#### [Exercise aim]
In the data that follows, every line containing the word "nodes" should be returned.

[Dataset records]
§
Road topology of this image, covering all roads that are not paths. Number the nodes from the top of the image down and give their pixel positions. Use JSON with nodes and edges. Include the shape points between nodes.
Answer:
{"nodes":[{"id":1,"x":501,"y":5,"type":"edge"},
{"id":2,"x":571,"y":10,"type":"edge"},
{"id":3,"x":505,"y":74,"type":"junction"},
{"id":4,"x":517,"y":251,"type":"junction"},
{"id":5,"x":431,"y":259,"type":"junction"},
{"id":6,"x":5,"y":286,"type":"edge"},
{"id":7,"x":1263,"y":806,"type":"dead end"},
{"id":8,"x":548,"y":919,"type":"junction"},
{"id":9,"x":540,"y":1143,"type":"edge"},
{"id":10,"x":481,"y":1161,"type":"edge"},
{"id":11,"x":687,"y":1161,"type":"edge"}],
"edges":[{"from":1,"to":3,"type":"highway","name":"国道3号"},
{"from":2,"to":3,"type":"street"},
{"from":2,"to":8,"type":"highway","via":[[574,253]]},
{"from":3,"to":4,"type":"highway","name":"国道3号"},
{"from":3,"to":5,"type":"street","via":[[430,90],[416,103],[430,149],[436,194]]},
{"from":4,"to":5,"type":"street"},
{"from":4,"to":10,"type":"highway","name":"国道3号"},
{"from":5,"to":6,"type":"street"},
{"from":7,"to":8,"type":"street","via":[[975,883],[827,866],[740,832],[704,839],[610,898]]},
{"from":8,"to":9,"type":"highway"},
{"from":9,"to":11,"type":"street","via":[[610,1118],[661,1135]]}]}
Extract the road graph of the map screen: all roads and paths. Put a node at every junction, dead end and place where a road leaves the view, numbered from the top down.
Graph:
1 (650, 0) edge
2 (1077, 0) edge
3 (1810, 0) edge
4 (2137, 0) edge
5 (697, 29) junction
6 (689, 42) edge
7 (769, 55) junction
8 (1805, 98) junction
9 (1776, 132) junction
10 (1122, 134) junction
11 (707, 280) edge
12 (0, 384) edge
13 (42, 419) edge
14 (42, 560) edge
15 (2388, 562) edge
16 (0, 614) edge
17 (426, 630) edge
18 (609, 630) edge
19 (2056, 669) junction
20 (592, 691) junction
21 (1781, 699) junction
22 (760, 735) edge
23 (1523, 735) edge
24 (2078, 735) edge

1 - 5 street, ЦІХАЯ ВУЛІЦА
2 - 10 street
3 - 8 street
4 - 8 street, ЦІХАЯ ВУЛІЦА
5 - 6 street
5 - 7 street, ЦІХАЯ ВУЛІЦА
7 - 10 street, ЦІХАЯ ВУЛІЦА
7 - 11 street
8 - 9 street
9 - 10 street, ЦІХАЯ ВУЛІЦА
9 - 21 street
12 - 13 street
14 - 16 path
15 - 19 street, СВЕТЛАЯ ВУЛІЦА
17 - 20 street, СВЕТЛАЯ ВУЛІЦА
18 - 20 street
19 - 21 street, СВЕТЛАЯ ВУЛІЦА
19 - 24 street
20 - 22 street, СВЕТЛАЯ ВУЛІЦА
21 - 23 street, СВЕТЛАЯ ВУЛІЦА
§
#### [Answer for this exercise]
Road topology of this image, covering all roads that are not paths. Number the nodes from the top of the image down and give their pixel positions. Use JSON with nodes and edges. Include the shape points between nodes.
{"nodes":[{"id":1,"x":501,"y":5,"type":"edge"},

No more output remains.